%%
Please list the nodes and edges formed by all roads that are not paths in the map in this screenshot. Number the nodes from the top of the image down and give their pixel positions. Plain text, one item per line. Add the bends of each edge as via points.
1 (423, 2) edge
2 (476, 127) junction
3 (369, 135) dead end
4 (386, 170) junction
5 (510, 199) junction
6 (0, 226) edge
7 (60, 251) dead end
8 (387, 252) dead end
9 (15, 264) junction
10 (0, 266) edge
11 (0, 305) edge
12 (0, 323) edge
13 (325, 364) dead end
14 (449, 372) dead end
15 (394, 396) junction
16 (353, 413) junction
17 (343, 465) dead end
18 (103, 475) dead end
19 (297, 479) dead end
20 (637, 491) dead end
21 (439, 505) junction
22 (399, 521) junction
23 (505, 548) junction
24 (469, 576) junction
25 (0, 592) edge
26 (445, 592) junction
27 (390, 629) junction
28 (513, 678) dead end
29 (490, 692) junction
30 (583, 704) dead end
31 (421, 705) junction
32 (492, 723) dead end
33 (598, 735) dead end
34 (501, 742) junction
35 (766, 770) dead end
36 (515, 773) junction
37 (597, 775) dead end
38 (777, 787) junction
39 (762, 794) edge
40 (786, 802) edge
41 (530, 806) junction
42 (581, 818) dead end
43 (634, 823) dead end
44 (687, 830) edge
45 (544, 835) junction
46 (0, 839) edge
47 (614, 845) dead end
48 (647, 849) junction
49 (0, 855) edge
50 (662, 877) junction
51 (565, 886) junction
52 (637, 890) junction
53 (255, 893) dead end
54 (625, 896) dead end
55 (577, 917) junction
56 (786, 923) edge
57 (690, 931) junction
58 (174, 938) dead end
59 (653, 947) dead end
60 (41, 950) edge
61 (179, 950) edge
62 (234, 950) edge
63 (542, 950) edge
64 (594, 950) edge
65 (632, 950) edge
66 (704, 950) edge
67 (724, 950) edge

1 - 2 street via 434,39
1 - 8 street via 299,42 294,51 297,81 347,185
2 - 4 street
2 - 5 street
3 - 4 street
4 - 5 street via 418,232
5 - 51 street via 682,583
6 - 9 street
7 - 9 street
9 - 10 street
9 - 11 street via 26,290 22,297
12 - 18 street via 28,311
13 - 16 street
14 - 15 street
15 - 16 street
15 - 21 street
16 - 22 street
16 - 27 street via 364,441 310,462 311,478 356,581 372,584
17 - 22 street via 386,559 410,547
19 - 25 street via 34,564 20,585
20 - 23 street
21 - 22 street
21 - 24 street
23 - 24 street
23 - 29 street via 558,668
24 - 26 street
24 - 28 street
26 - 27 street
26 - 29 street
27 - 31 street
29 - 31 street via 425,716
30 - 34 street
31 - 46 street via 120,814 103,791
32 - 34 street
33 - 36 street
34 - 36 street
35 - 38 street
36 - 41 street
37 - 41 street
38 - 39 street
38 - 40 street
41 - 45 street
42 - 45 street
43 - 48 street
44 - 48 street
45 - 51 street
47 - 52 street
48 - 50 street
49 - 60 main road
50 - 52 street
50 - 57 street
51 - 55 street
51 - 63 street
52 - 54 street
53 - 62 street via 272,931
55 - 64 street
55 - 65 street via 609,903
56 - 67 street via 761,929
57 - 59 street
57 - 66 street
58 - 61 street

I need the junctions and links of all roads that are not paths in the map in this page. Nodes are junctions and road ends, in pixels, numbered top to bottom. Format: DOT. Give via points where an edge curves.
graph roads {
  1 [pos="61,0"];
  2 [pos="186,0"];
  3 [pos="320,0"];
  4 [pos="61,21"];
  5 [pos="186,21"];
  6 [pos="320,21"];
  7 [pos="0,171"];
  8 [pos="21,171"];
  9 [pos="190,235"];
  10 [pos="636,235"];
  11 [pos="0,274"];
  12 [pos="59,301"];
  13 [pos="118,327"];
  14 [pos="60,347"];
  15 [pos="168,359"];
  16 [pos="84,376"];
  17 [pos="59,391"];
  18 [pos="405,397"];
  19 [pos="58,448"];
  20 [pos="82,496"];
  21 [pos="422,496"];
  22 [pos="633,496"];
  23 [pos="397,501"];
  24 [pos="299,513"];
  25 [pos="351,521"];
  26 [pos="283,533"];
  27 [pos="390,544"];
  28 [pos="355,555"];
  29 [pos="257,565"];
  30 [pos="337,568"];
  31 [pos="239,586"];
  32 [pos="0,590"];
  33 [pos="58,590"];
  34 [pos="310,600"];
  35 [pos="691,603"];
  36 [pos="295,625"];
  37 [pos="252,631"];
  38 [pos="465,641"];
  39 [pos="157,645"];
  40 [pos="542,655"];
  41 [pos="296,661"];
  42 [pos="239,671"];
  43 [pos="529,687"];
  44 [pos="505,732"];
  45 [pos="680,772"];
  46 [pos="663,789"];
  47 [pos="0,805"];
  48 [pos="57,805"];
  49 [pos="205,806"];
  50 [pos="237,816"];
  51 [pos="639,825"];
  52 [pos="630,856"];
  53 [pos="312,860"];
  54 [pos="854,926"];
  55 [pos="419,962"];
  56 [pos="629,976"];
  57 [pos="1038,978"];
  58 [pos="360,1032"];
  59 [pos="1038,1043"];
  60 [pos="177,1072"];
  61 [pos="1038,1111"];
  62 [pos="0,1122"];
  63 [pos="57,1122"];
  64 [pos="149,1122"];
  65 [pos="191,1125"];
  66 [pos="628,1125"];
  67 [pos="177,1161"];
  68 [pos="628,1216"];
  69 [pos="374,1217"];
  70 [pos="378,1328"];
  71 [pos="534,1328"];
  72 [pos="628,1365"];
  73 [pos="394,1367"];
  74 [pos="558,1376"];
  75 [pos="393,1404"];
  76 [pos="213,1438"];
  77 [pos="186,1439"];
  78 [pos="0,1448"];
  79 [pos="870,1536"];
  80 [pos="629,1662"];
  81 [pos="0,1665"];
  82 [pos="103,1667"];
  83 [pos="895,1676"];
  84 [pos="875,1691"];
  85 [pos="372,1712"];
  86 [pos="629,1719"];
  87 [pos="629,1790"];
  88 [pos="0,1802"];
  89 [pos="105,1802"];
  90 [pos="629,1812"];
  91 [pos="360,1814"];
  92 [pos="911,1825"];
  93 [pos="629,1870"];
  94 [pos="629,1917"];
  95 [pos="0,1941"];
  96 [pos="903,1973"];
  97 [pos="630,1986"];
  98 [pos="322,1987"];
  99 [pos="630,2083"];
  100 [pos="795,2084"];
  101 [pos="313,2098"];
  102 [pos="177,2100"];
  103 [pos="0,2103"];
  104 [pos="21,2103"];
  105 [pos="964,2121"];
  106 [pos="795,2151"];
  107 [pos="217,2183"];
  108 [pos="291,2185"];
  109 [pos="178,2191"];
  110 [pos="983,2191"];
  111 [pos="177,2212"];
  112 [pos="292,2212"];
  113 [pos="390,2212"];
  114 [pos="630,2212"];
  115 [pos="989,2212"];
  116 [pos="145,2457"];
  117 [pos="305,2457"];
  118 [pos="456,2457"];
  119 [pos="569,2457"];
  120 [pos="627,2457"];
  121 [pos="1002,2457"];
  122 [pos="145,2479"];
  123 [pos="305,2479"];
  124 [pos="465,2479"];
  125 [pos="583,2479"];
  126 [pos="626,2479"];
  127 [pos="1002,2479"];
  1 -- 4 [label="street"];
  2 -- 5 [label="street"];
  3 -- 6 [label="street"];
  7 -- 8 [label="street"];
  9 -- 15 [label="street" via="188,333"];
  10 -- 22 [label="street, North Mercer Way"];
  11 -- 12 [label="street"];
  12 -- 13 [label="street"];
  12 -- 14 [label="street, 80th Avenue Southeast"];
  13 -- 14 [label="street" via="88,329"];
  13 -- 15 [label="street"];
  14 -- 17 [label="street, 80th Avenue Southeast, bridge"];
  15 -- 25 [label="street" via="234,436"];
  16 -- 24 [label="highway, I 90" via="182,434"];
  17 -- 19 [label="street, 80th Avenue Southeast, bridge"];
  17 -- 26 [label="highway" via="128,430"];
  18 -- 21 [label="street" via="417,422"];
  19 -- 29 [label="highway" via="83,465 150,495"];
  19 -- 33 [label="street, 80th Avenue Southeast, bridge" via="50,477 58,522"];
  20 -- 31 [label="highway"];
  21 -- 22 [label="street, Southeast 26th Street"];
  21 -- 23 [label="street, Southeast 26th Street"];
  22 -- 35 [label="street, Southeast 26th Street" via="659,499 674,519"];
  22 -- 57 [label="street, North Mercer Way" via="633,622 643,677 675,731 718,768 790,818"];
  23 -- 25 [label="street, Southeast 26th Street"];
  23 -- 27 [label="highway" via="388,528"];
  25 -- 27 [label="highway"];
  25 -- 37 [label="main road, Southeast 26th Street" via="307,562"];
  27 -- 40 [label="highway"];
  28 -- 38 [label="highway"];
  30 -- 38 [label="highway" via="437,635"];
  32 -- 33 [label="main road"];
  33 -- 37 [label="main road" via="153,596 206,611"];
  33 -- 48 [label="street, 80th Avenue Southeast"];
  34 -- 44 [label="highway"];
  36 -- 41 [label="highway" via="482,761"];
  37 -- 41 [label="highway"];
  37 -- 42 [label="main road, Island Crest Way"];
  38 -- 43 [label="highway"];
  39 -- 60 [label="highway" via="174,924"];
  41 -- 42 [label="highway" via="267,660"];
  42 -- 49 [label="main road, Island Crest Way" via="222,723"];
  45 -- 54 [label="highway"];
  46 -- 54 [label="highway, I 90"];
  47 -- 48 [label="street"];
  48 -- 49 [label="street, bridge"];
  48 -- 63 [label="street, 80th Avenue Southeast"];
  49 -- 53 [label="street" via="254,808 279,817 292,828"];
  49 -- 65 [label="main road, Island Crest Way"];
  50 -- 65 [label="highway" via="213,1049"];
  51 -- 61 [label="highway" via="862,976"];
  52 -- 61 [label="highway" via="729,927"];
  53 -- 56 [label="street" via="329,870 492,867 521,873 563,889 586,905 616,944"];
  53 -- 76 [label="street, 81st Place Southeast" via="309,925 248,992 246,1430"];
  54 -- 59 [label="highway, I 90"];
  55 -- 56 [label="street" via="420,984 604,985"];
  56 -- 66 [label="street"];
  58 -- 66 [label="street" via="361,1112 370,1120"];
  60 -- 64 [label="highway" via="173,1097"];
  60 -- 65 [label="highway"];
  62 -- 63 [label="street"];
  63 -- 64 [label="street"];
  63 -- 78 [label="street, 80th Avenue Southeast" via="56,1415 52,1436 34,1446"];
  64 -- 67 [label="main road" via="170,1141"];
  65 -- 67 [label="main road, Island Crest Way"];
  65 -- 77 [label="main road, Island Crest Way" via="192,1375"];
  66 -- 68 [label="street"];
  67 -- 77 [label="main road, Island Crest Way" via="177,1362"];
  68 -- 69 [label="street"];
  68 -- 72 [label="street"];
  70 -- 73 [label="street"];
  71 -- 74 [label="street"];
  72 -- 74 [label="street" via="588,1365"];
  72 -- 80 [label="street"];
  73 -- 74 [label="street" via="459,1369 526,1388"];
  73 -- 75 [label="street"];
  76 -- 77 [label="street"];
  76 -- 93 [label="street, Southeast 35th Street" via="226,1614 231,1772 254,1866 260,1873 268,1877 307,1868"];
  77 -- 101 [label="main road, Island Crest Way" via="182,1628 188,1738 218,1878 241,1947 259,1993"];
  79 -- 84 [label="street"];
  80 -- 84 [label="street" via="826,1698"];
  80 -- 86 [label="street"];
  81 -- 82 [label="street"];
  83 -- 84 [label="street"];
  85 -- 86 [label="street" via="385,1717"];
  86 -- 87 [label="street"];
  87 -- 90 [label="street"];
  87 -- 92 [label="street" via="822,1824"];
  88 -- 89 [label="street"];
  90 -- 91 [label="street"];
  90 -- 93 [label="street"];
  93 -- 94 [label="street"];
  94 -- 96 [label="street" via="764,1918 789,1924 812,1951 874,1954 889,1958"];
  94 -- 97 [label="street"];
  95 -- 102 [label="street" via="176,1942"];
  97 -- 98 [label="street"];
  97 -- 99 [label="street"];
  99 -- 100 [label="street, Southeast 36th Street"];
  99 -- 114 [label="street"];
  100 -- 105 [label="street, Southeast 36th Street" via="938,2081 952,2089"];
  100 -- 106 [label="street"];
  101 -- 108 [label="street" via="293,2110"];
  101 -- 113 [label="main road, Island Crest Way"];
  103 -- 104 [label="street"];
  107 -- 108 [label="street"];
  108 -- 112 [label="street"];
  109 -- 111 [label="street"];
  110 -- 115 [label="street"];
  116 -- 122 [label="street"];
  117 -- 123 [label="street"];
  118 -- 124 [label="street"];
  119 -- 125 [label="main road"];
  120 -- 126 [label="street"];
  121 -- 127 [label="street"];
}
%%
● To do:
In the listing above, find each line where "that" occurs and copy it.

● Answer section:
Please list the nodes and edges formed by all roads that are not paths in the map in this screenshot. Number the nodes from the top of the image down and give their pixel positions. Plain text, one item per line. Add the bends of each edge as via points.
I need the junctions and links of all roads that are not paths in the map in this page. Nodes are junctions and road ends, in pixels, numbered top to bottom. Format: DOT. Give via points where an edge curves.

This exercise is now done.